Our beliefs about a variety of things, including fair pricing, are heavily influenced by the anchoring effect. During the decision-making process, we tend to rely on cues to help us evaluate the type of deal we are getting.
The following is an example of the anchoring effect in action:
In a TED talk by Dan Ariely, a behavioral economist and the author of Predictably Irrational, a specific ad format is examined. This ad was promoted in The Economist and offered three choices:
1) An online subscription for the price of 59 dollars.
2) A Print subscription for 125 dollars
3) Or the option to buy both the online and print subscription for 125 dollars.
When Ariely saw this ad he decided to call up The Economist to inquire about the motivation behind this ad. When he was unable to get a straight answer he chose to conduct an experiment of his own.
He took a similar ad and gave it to 100 MIT students and asked them to choose one of the offers. The majority of them wanted the combo deal – Ariely took this to mean that they could read.
He then printed another version of the ad that removed the middle option that no one wanted. He gave it to another group of 100 students and the results were reversed. The popular, more expensive combo deal became the least popular and the single, less expensive offer became the most popular.
Even though no one had wanted the middle option when it was offered in the first ad, it had a significant impact on the final purchase decision. When the print subscription for $125 was placed above the combo online/print subscription for $125 it enhanced the appeal of the combo deal.
The way that these options were presented to their audience had a massive hand in the choices that were made.
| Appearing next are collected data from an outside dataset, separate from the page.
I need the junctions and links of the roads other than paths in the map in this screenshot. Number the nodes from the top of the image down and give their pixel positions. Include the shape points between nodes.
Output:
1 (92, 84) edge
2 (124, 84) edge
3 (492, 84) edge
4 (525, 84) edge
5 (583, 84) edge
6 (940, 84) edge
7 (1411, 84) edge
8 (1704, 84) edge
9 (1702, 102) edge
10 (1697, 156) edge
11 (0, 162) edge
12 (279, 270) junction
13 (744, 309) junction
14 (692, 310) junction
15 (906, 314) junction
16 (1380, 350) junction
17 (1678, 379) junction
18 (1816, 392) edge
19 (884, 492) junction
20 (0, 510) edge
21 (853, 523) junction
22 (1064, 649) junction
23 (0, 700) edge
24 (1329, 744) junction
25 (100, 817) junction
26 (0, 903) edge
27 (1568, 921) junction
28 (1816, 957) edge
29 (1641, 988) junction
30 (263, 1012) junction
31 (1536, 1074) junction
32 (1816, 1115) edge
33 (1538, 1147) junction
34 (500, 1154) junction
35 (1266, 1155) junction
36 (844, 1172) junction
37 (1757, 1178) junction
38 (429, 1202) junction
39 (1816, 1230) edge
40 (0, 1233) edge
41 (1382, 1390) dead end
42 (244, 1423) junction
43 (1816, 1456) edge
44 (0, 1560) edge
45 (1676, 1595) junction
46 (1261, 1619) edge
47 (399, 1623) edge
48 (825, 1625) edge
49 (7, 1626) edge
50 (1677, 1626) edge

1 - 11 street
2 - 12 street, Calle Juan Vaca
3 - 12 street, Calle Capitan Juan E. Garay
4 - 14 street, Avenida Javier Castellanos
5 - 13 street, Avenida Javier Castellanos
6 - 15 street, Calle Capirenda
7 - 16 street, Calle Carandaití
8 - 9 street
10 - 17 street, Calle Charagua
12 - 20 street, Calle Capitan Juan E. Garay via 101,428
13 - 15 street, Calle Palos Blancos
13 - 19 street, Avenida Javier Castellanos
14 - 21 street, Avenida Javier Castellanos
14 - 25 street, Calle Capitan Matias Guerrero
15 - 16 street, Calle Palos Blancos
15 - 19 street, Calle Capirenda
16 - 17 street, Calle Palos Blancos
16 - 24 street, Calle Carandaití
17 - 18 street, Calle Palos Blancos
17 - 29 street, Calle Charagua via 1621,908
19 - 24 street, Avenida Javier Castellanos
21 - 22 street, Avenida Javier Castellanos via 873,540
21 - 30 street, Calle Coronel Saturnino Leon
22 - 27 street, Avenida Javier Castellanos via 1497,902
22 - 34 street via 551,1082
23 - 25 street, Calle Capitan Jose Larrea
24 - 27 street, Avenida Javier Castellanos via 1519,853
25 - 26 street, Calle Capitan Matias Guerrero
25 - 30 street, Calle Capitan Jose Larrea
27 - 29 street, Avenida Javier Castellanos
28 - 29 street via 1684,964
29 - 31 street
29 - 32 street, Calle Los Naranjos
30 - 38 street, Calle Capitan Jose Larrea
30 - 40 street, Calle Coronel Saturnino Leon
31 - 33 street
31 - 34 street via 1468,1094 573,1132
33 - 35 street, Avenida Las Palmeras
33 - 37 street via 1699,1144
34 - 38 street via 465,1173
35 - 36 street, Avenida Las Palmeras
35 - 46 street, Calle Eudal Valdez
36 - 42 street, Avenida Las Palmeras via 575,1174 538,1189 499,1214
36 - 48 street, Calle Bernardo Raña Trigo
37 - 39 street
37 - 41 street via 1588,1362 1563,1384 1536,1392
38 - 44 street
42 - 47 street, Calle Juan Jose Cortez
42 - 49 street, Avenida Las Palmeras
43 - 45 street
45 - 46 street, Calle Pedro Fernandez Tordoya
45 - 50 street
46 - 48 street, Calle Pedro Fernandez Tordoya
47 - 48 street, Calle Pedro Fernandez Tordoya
The anchoring effect will obviously be influenced by the prior knowledge and experiences of the individual in question. However, in the right circumstances, this bias is used to direct consumers toward making a particular purchase.
One of the most common ways that this practice is executed is through product markdowns and discounts. When shoppers see that a pair of jeans is now being offered for $50 with an original price of $85 it enhances the perceived value of the item.
Pricing pages that display the highest price first, anchor viewers who are then likely to better appreciate the lower prices that follow.
Offering more value for the same price can also create this effect, which was demonstrated by Ariely’s example above.
Applying the anchoring effect when marketing products and services takes advantage of the human mind’s tendency to make decisions based on comparative value. Rather than considering the fundamental value of an item, we lean toward making these decisions according to the circumstances surrounding the product.
So after reading this blog post, how would you go about setting a sale price for a jackalope?